» **Collected data entries**

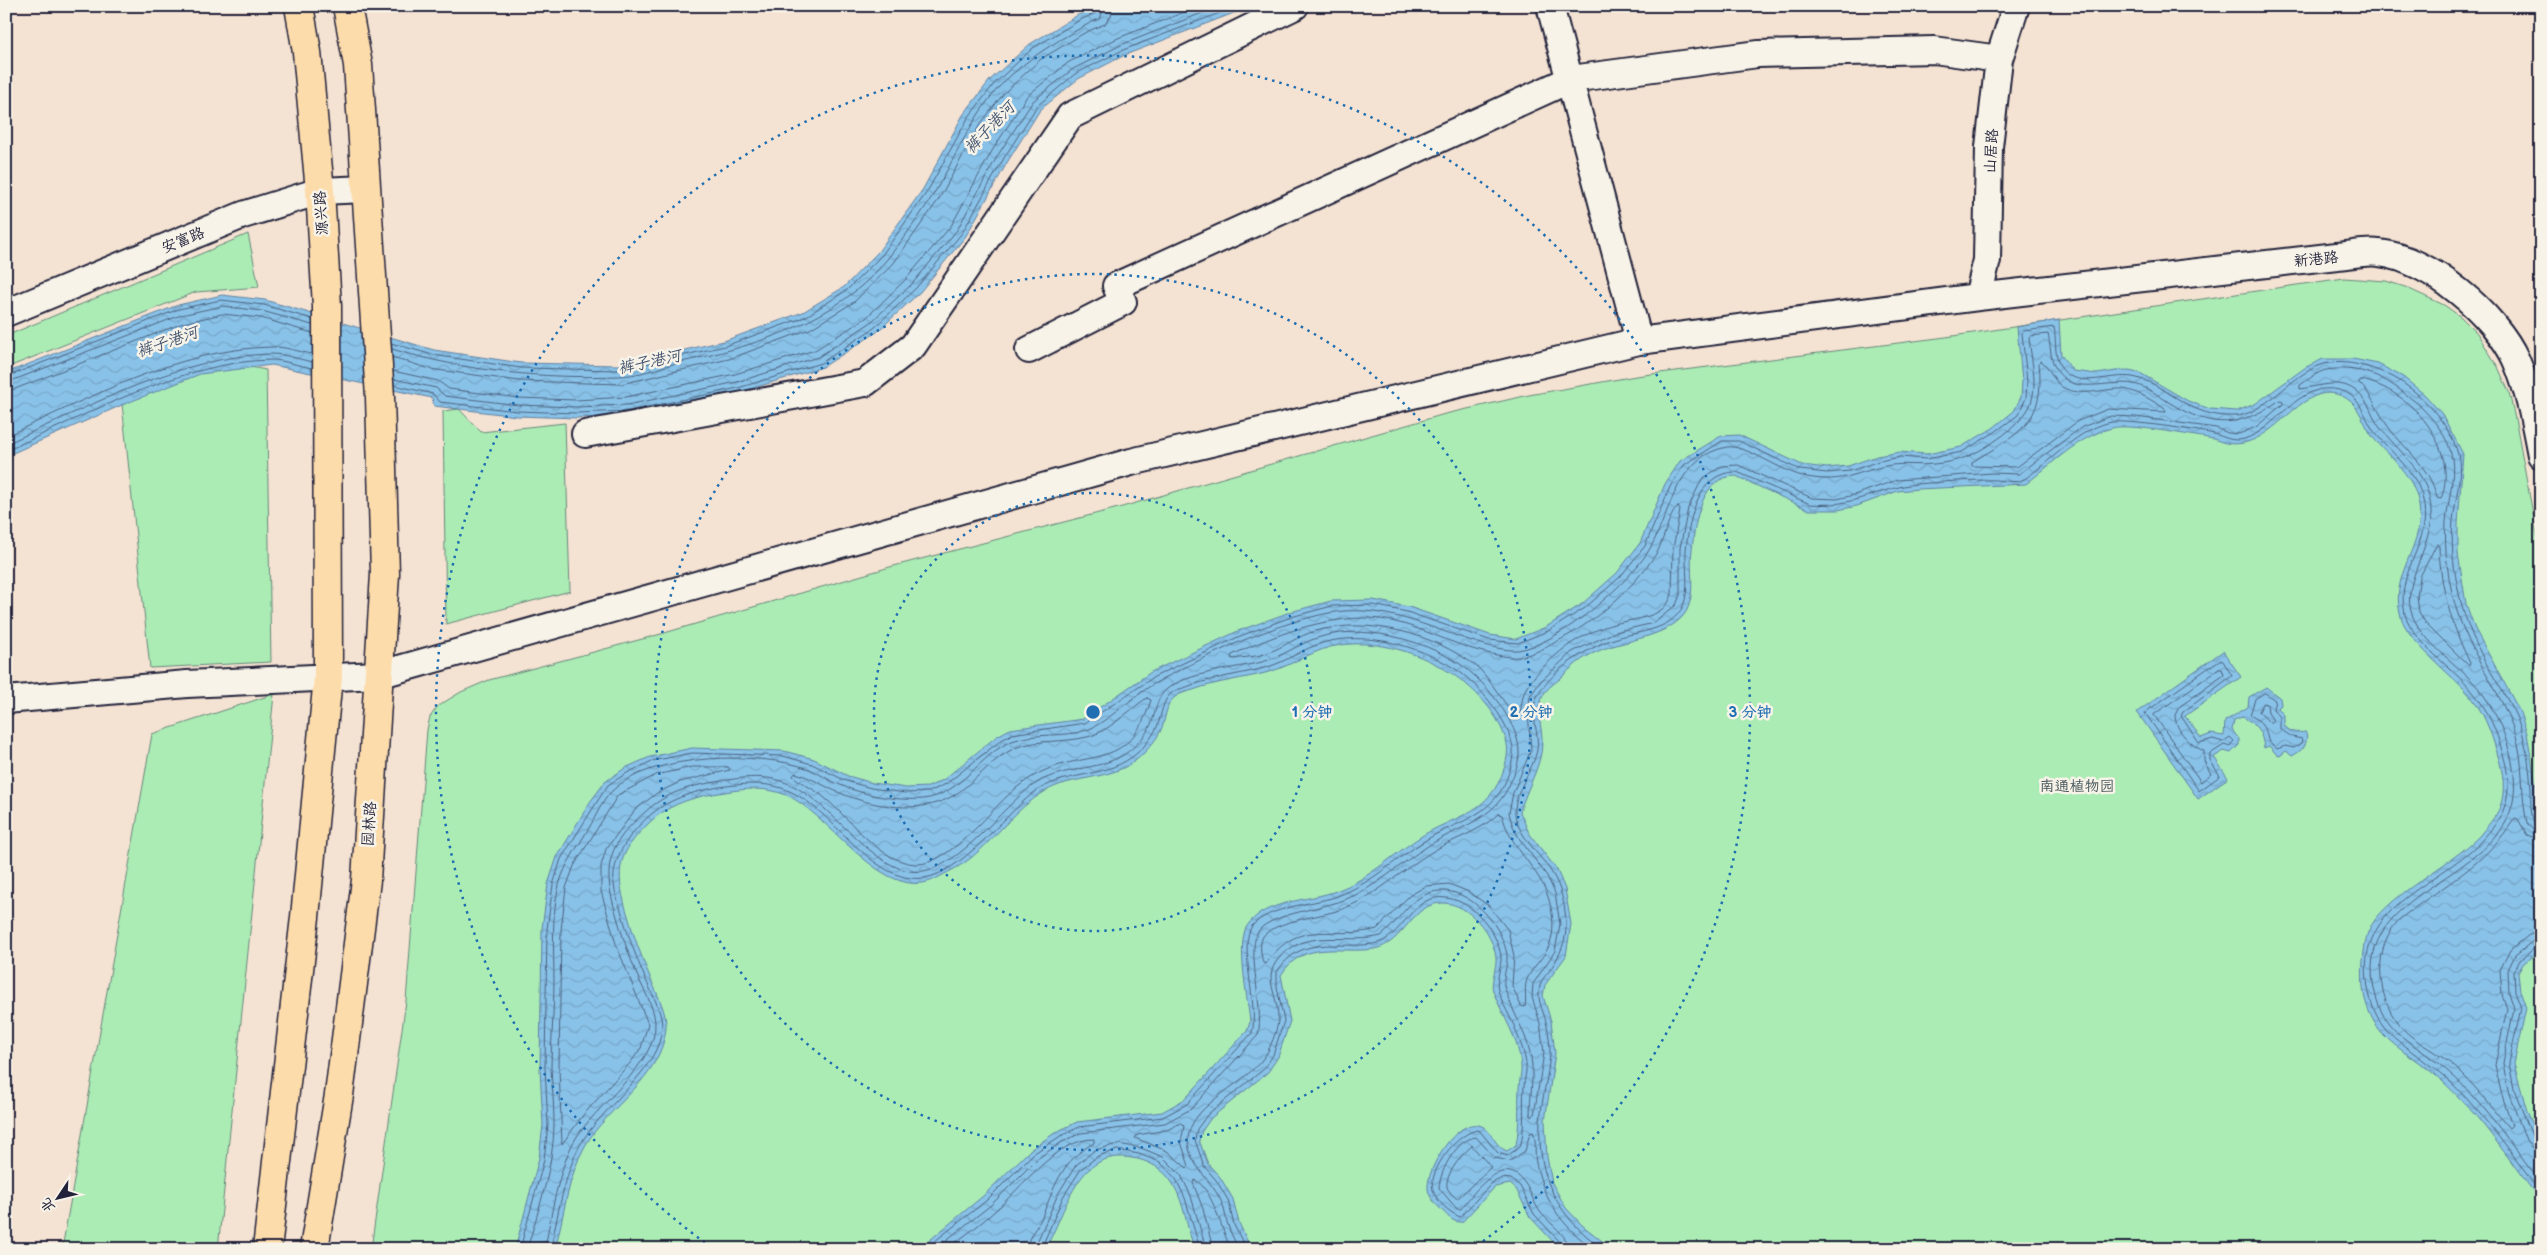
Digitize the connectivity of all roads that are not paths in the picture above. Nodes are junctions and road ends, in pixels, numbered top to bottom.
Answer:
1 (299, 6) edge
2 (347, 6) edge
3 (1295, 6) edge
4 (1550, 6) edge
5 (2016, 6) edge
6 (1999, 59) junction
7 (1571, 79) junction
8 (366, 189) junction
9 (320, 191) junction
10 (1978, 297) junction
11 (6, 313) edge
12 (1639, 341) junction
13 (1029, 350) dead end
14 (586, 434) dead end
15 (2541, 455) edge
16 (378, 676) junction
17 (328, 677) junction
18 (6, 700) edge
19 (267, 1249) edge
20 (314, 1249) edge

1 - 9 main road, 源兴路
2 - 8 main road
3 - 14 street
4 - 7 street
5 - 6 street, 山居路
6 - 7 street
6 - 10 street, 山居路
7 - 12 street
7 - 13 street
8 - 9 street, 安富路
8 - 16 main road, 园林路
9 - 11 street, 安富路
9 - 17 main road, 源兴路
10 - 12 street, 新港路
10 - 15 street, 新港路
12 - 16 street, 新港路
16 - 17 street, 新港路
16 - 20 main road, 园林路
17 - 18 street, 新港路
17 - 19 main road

...

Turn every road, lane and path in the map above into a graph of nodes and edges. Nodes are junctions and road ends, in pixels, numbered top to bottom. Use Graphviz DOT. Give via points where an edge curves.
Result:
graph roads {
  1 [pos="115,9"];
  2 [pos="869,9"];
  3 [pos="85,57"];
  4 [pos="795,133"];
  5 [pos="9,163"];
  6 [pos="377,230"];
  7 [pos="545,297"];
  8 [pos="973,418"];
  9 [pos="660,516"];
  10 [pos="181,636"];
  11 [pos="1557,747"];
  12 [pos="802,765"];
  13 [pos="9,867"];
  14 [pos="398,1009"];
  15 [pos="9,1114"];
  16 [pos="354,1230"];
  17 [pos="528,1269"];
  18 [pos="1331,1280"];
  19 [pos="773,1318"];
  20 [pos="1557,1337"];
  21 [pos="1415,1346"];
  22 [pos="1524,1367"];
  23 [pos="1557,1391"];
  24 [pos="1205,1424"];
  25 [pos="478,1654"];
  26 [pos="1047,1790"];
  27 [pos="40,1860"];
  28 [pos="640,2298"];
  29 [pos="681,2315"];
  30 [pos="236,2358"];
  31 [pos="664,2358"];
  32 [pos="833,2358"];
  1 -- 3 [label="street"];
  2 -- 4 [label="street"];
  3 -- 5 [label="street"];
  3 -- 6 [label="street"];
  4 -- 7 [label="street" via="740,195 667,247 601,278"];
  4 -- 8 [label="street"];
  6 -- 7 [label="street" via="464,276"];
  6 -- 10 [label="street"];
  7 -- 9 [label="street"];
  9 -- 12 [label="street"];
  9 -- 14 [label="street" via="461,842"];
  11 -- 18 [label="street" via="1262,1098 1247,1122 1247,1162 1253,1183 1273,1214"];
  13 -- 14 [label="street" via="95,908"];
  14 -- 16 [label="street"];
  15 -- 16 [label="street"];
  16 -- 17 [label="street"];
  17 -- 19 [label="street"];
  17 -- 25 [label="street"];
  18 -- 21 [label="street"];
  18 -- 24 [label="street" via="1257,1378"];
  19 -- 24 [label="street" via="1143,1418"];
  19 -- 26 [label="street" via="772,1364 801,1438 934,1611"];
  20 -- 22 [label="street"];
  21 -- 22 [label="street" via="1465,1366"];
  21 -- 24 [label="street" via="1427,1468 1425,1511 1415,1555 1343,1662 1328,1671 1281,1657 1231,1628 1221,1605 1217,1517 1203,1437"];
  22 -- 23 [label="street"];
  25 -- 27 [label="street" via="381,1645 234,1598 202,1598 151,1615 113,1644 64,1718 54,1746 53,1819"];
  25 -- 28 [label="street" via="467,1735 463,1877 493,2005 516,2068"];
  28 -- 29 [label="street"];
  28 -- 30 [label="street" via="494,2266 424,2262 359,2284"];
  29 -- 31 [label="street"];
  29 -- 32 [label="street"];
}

» **Activity**
Return each line from the records that includes the word "above".

» **Task result**
Digitize the connectivity of all roads that are not paths in the picture above. Nodes are junctions and road ends, in pixels, numbered top to bottom.
Turn every road, lane and path in the map above into a graph of nodes and edges. Nodes are junctions and road ends, in pixels, numbered top to bottom. Use Graphviz DOT. Give via points where an edge curves.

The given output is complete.